Entries provided:
- - - -
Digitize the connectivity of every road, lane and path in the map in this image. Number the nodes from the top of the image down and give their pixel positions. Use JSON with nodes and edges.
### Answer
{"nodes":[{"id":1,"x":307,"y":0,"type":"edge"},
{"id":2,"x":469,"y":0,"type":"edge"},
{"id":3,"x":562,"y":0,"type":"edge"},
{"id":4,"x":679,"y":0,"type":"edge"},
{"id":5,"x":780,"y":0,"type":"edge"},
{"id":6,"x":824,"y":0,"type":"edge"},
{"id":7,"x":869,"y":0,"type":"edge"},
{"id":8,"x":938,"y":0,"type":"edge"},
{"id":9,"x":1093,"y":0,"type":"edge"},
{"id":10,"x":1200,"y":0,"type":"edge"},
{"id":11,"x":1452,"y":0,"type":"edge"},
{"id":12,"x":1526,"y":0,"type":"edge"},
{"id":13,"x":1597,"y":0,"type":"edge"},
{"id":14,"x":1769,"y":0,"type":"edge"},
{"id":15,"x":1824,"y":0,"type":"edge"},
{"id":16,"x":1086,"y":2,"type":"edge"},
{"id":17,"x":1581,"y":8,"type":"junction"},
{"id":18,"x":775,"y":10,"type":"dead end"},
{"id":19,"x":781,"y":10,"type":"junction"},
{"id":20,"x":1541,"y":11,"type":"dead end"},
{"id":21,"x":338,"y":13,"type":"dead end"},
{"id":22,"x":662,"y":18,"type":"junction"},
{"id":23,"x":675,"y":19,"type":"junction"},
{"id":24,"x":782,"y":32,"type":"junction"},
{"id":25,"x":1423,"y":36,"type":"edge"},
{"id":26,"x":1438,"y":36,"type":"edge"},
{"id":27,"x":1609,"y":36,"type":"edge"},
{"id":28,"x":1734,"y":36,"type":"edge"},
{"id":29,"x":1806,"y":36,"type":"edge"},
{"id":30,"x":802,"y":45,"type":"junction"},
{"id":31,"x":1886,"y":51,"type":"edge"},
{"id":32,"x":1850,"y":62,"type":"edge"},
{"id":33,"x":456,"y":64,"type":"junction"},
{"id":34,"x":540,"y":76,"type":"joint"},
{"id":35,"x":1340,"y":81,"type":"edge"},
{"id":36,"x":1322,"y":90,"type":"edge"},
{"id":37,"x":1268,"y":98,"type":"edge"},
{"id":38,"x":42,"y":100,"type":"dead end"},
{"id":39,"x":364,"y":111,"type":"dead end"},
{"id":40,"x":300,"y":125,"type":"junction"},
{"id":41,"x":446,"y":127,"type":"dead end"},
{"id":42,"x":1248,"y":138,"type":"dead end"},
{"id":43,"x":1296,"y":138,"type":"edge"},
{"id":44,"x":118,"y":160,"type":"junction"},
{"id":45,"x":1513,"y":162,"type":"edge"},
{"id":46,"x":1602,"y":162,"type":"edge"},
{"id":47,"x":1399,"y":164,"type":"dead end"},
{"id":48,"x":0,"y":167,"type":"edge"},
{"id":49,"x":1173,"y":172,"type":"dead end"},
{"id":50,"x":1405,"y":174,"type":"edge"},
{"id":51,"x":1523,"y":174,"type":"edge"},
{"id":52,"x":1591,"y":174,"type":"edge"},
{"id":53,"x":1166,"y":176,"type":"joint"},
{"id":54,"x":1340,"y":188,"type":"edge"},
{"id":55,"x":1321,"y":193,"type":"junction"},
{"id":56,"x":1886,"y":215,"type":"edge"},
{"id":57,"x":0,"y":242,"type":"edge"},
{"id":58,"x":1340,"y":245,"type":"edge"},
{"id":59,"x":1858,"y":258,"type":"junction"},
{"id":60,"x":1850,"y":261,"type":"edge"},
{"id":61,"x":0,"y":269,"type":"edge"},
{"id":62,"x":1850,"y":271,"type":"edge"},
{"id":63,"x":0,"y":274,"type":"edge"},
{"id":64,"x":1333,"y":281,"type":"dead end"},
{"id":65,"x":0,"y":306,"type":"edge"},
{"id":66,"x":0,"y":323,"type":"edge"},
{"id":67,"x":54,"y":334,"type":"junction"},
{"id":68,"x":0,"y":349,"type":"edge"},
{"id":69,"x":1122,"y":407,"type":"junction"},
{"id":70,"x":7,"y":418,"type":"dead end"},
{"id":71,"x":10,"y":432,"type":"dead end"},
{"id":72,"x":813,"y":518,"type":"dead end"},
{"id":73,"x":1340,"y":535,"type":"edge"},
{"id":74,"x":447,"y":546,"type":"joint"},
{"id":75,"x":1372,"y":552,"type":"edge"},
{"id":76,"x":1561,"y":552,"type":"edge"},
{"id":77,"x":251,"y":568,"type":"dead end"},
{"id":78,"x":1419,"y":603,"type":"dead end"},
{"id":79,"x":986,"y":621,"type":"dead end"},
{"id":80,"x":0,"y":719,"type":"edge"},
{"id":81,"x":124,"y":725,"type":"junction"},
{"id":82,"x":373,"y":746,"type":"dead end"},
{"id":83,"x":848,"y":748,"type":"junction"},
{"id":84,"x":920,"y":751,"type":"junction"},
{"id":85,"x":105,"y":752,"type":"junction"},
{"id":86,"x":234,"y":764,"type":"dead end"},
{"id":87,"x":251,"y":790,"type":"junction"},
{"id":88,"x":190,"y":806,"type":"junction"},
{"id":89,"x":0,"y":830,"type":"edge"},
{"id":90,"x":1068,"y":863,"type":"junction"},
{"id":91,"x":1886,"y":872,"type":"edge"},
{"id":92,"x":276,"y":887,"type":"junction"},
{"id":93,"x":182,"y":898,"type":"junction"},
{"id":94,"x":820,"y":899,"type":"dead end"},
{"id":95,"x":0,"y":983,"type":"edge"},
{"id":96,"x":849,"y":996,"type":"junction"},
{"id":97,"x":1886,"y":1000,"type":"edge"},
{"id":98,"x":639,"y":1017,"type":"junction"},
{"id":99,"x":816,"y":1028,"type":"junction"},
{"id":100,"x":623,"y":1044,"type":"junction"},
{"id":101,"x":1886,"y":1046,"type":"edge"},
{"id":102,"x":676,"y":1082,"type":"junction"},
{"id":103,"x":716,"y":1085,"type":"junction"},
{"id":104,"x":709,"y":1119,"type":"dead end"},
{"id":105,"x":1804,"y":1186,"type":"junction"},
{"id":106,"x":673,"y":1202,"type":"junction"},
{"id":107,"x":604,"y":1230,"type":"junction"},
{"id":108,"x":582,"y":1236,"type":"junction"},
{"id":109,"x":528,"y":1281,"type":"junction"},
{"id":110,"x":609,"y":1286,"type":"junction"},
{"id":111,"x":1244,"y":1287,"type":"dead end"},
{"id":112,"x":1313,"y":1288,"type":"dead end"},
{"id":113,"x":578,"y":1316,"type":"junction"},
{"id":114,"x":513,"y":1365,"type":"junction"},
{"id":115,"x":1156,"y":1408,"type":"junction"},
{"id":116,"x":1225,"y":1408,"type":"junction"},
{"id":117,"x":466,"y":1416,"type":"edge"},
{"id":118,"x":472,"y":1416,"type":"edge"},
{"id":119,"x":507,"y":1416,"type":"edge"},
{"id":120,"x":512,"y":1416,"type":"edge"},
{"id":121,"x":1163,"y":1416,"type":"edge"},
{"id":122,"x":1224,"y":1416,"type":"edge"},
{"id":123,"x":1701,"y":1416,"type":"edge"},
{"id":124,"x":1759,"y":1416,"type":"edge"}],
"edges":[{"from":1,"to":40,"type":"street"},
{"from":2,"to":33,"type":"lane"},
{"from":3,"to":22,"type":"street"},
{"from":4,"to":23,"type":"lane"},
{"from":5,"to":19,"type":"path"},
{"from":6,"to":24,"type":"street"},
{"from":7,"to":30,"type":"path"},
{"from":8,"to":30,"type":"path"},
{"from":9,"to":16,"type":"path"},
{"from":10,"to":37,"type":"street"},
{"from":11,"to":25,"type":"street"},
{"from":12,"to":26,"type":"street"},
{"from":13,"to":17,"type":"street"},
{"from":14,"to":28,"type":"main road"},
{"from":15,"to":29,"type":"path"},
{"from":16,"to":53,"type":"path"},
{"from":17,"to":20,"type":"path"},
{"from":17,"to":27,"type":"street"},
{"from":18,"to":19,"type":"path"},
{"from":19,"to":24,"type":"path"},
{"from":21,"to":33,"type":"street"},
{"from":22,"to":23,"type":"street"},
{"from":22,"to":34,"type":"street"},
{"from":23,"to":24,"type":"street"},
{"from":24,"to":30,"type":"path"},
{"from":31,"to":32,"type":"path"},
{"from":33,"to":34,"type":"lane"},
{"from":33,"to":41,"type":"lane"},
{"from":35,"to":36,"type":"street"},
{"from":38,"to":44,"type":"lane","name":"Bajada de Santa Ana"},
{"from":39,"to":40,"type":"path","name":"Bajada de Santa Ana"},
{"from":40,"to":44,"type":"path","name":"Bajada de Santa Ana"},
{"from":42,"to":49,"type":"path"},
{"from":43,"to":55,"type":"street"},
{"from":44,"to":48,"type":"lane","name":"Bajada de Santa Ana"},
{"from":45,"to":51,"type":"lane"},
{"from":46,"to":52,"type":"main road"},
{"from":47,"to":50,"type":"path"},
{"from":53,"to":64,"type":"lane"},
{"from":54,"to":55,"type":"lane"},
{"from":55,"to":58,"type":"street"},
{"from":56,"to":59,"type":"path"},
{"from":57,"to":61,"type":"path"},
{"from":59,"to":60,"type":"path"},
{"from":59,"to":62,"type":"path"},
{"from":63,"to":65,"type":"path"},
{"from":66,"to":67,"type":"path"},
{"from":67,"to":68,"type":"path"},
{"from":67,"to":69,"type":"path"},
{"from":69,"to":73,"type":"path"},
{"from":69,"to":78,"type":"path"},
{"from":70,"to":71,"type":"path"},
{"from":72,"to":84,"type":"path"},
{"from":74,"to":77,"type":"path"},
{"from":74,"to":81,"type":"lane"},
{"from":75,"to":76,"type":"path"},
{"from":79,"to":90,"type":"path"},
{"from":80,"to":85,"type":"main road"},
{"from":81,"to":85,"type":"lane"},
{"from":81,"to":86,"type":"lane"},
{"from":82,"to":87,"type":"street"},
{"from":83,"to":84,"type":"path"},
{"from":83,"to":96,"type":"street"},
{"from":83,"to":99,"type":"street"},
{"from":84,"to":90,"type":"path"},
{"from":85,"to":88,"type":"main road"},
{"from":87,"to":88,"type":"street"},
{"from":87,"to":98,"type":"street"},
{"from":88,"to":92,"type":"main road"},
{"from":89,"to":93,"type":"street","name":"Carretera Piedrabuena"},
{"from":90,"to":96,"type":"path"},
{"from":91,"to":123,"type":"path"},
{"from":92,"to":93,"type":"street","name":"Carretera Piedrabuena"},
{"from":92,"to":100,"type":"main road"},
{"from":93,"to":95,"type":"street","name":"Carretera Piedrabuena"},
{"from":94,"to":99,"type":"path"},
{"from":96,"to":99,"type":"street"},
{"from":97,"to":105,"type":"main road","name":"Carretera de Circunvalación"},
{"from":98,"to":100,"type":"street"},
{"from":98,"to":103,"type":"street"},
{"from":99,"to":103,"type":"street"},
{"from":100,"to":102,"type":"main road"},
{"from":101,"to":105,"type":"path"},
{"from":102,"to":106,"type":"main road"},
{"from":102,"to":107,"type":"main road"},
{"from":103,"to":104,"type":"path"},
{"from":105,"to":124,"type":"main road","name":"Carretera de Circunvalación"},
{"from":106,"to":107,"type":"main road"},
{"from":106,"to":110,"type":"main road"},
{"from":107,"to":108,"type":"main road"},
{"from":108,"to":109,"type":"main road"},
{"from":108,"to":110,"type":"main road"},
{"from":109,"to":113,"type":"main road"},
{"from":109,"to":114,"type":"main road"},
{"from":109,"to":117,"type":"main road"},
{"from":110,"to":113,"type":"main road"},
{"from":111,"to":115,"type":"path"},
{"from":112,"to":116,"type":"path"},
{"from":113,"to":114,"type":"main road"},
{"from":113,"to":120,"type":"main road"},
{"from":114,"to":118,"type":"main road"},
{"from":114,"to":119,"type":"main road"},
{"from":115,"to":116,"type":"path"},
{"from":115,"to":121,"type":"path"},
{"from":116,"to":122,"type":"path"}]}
- - - -
Problem to work on: Show all of the lines above in which "edges" is present.

Answer to this exercise:
Digitize the connectivity of every road, lane and path in the map in this image. Number the nodes from the top of the image down and give their pixel positions. Use JSON with nodes and edges.
"edges":[{"from":1,"to":40,"type":"street"},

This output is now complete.